Exercise objective: Transcribe every entry that follows, word for word, and omit the images.

Start of Information given

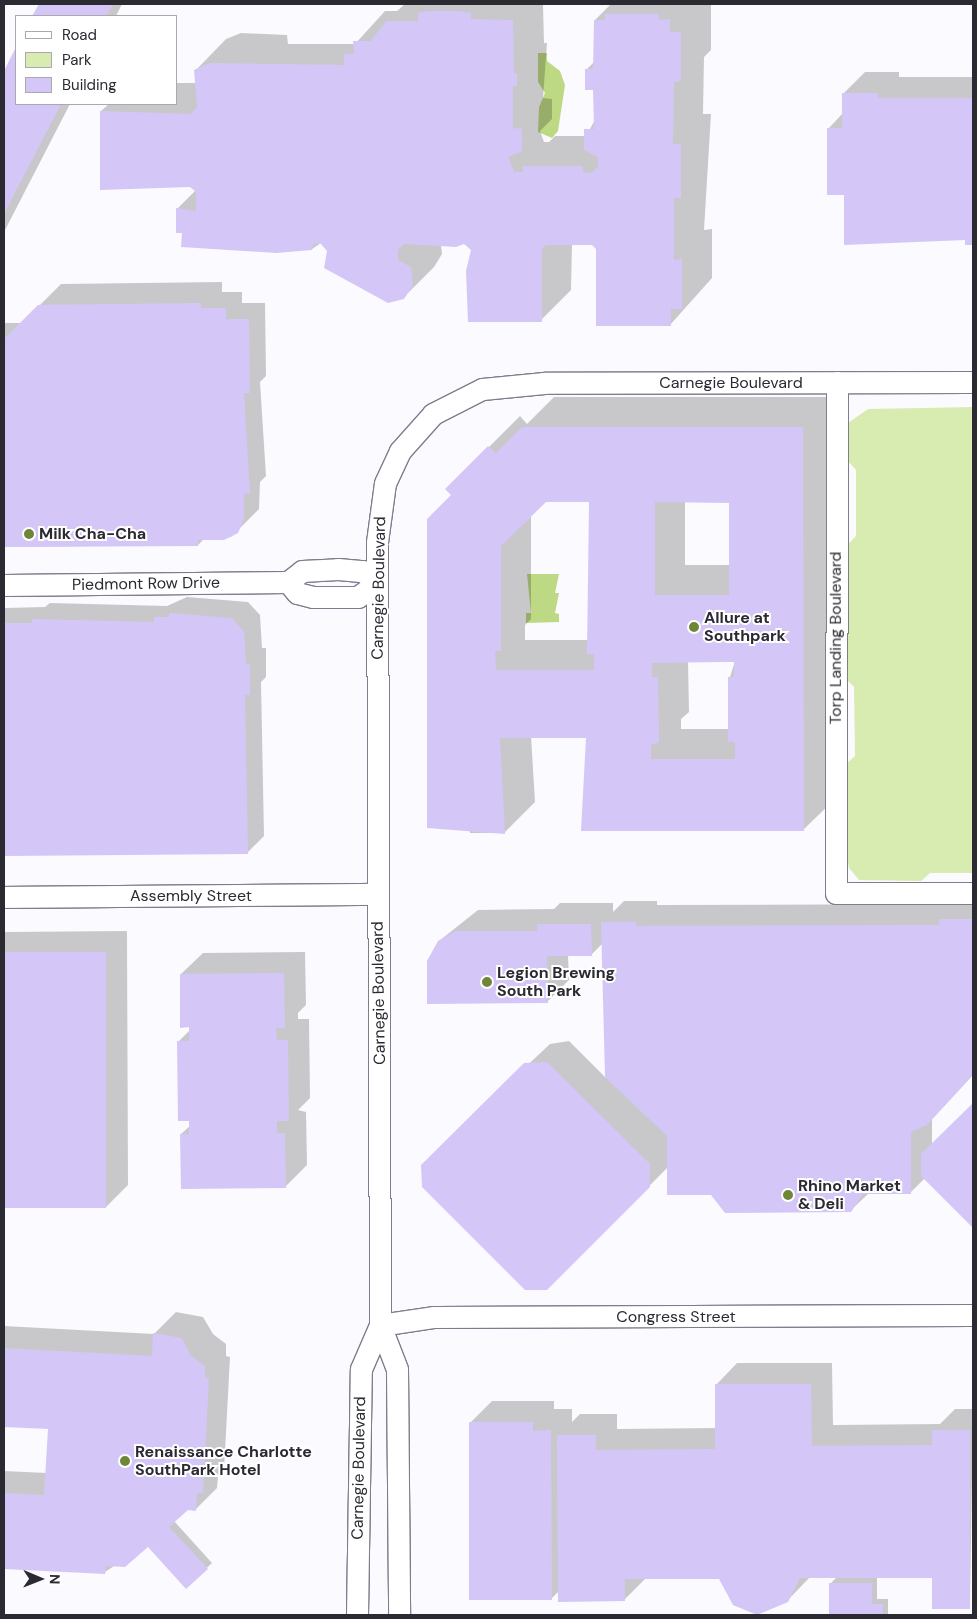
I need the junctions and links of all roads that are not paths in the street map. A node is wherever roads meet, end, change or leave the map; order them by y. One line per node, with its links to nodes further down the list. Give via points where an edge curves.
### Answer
1 (837, 382): 2 (street, Carnegie Boulevard); 4 (street, Carnegie Boulevard, via 517,384 470,393 421,426 392,467 379,510); 6 (street, Torp Landing Boulevard, via 836,893)
2 (973, 382)
3 (288, 582): 4 (street, via 302,570 338,569 364,571); 4 (street, via 297,593 313,597 358,597); 5 (street, Piedmont Row Drive)
4 (377, 583): 7 (street, Carnegie Boulevard)
5 (4, 585)
6 (973, 893)
7 (378, 894): 8 (street, Assembly Street); 10 (street, Carnegie Boulevard)
8 (4, 897)
9 (973, 1315): 10 (street, Congress Street, via 434,1317)
10 (380, 1324): 11 (street, Carnegie Boulevard, via 361,1369); 12 (street, Carnegie Boulevard, via 397,1368)
11 (356, 1615)
12 (399, 1615)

End of Information given

Answer space:
I need the junctions and links of all roads that are not paths in the street map. A node is wherever roads meet, end, change or leave the map; order them by y. One line per node, with its links to nodes further down the list. Give via points where an edge curves.
### Answer
1 (837, 382): 2 (street, Carnegie Boulevard); 4 (street, Carnegie Boulevard, via 517,384 470,393 421,426 392,467 379,510); 6 (street, Torp Landing Boulevard, via 836,893)
2 (973, 382)
3 (288, 582): 4 (street, via 302,570 338,569 364,571); 4 (street, via 297,593 313,597 358,597); 5 (street, Piedmont Row Drive)
4 (377, 583): 7 (street, Carnegie Boulevard)
5 (4, 585)
6 (973, 893)
7 (378, 894): 8 (street, Assembly Street); 10 (street, Carnegie Boulevard)
8 (4, 897)
9 (973, 1315): 10 (street, Congress Street, via 434,1317)
10 (380, 1324): 11 (street, Carnegie Boulevard, via 361,1369); 12 (street, Carnegie Boulevard, via 397,1368)
11 (356, 1615)
12 (399, 1615)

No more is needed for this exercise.